The early days of cloud technology featured grid computing, which was a pool of computational resources. Those different systems each received portions of a larger, more complicated task and worked in unison to solve a problem or run an application. While these early examples of cloud computing differ greatly from the applications of today, the technology employed was generally quite similar. Today, cloud computing uses a pool of computation resources to deliver a service. This service could be music delivery, business data, or any number of services that are offered through cloud technology today.

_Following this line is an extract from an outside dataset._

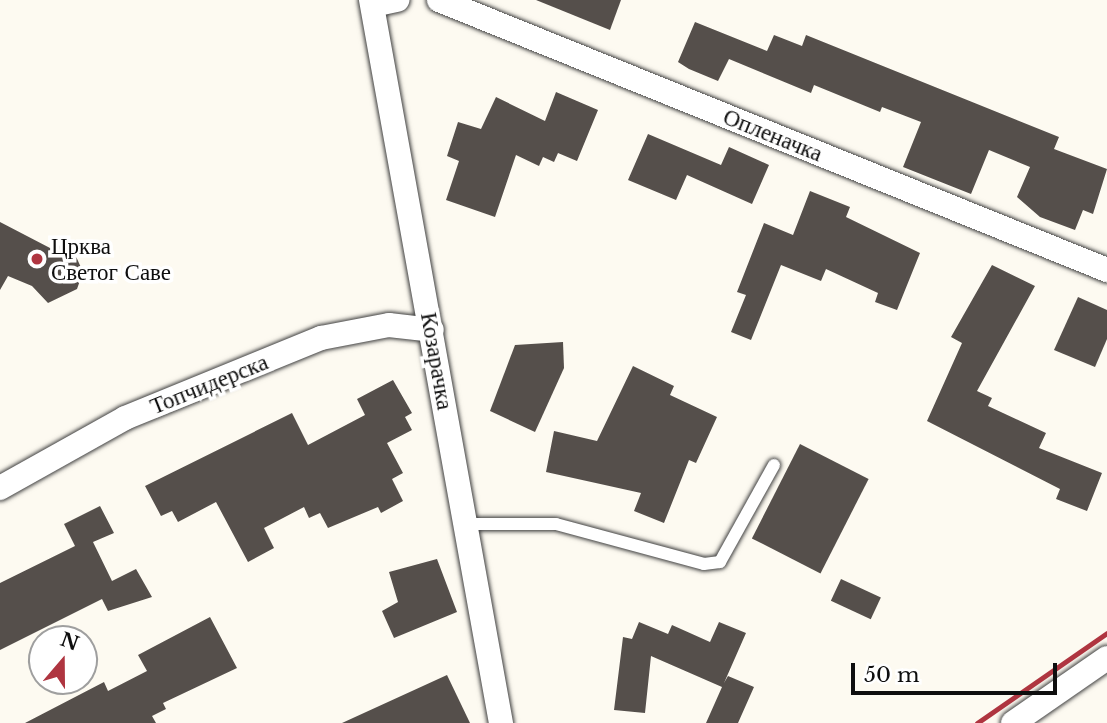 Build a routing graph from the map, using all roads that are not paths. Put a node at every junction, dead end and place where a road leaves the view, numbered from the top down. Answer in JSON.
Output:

The 1990s gave rise to an increased focus on virtualization. The focus expanded well beyond the benefits that could be delivered by pools of computing resources, and began to focus more heavily on the virtualization of platforms, storage, and resources. This made these resources available to business machines that were connected to the same network.

Software as a Service

Piggybacking on the success of virtualization in the 1990s, the 2000s saw software as a service (SaaS) gain increased attention. This business model did not charge consumers based on the resources that they consumed, but rather on the value that the product provided to the consumer. It was a revolutionary and primitive business model in its early days. The first SaaS platforms were complex systems that were targeted toward large businesses, but today you can see SaaS business models all the way down to individual consumer products intended for the mass public.

Concerns for the Future

The rise of cloud computing is generally viewed as a positive step, but does raise a few concerns. One common concern is whether or not cloud computing will be able to provide the accessibility to cloud data required for many applications. Will this data be quickly accessible and retrievable? Is there proper infrastructure in place to guarantee proper speed and uptime, particularly for business applications? With Google pushing their exceptionally fast Google Fiber internet in large cities across countries such as the United States, we could see a race to provide faster speeds among the remaining internet service providers.

Another worry is the actual security of cloud-stored data. Would an increase in cloud storage and computation lead to increased security risks and unauthorized data access? These are problems that already exist today, where companies employ large teams to store, secure, and monitor their data.

Would a world where third party companies providing cloud storage allow for proper security and peace of mind for those storing the data?